Syria to test Turkish-American partnership
“I have been coming to the U.S. since 1981,” said Soli Özel, a Turkish academician who was visiting Washington, D.C. this week with the TÜSIAD delegation, “but never witnessed Turkey-U.S. relations to be as touchy-feely as they are now.”
Head of TÜSIAD Ümit Boyner stayed in Washington for a couple of days to engage with U.S. foreign policy officials and business leaders. During a round table discussion with reporters following a conference on Capitol Hill, she said: “The structure of relations between U.S. and Turkey is changing.” She labeled this “normalization.”
TÜSİAD’s visit to Washington and its deepening ties with the United States Chamber of Commerce (USCC) are signs of this positive climate. Turkey is one of nine foreign markets considered worthy to expand by USCC. Currently, two business groups are preparing a study to identify barriers that weaken trade.
While both countries increasingly focused on boosting economic ties, political conversations at the highest levels accelerated in light of the Arab transition, said Richard Armitage, former deputy secretary of state, during an interview this week.
A series of events in recent years brought us to this point. Özel said it started with the Turkish rejection of the U.S. request to open a northern front at the beginning of the Iraq War. Since then, Turkey has shown many examples of similar critical rejections. “Turkey is not under Uncle Sam’s shadow anymore,” said Ambassador James Holmes, president of the American-Turkish Council (ATC).
Now at the end of the Iraq War, Washington wants to trust its Turkish ally to counter feared Iranian influence in a post-American Iraq. To prove the U.S. commitment of better relations, the U.S. built up its military and intelligence cooperation with Turkey, sometimes through “unusual” practices of arm transfers for fighting with PKK terrorism.
While Turkey’s mercantilist administration is looking for ways to maximize its trade around the world, the Obama administration from its inception heavily advocated and encouraged for an export-based economy as well.

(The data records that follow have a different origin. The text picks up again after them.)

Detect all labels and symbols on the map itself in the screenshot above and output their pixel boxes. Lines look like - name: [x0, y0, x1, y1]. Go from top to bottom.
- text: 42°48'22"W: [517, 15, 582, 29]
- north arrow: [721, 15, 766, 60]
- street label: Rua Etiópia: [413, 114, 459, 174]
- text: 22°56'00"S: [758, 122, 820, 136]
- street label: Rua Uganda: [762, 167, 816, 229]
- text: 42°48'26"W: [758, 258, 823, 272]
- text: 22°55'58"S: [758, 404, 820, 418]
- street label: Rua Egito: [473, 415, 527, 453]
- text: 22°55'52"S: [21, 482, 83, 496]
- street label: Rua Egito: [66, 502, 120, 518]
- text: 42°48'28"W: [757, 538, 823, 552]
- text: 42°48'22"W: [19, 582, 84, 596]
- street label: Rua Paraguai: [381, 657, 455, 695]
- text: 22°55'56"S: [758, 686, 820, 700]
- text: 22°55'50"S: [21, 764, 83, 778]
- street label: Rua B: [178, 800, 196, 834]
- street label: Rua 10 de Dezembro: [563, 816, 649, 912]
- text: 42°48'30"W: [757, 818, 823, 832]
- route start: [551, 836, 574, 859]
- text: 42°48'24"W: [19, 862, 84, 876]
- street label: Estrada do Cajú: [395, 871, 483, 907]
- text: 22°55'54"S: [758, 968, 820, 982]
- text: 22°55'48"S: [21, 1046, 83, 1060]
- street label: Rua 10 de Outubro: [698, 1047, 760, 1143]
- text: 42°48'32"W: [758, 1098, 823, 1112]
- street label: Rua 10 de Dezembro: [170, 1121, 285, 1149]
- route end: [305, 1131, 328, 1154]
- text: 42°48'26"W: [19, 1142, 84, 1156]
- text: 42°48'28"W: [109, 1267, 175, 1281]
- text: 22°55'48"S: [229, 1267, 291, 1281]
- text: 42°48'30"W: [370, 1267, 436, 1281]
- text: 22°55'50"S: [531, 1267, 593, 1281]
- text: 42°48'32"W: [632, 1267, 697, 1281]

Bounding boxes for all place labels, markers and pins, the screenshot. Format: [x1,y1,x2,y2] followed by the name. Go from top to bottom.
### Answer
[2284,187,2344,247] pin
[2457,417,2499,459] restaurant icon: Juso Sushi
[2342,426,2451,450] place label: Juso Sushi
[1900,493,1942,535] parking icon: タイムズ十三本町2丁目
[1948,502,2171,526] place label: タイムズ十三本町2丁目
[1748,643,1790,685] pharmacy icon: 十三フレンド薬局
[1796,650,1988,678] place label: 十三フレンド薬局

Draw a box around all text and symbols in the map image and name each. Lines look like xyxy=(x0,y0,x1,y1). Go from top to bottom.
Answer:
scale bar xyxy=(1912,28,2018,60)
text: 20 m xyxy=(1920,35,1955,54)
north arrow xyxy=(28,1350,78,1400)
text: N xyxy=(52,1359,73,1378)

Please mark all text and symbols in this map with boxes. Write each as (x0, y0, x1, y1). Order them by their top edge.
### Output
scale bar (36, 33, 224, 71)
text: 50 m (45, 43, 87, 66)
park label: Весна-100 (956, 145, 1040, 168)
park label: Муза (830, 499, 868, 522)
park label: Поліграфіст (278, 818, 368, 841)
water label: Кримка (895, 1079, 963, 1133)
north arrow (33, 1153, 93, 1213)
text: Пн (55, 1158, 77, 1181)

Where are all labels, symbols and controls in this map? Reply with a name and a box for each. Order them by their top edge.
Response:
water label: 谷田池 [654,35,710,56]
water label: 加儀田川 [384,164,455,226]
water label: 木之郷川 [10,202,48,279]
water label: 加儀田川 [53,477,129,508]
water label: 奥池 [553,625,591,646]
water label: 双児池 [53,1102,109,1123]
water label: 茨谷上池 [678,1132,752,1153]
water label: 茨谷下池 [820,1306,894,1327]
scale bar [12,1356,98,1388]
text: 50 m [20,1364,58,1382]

It is not hard to see that the U.S. slowly placed its economic interests in the epicenter of its foreign policy.
Lincoln McCurdy, president of the Turkish Coalition of America, a lobbying group which recently purchased office space across from the White House, described the new ties as “more of a partnership, rather than clientele type which it used to be.”
Yet the Arab Spring is the grandest political challenge that forced the two countries to check their policy memos regarding the region. As Gadhafi became a figure in history with a brutal end, both countries now set to deal with the most sensitive episode of the transition: Syria. The dire differences within its opposition, the ruthless regime and regional complications in case of a civil war make it all the more dangerous.
The Arab American Institute’s (AAI) latest polls among 4,000 Arabs in six Arab countries show Turkey’s role in Syria found overwhelmingly positive ratings, while U.S. and Iran’s roles receive crushing disapproval ratings.
“Those who seriously argue for military option, including buffer zone within Syria, should have their heads examined,” said James Zogby, president of AAI, about Sen. McCain’s recent remarks that NATO can be useful now, since the Libyan operation ended. Zogby himself was not very hopeful that the negotiations to the peaceful transition could be accepted by either the regime or the opposition, because the negotiations would ask serious compromises.
Zogby, looking at poll numbers, called for Turkish-Arab League mediation between the parties of Syria, as the two are regional players that still have leverage over Syria.
It is for the U.S. to build up the international pressure with its EU allies, going for full sanctions if necessary. Syria promises to be the toughest test for the much bragged about new Turkish-American partnership’s vibrancy.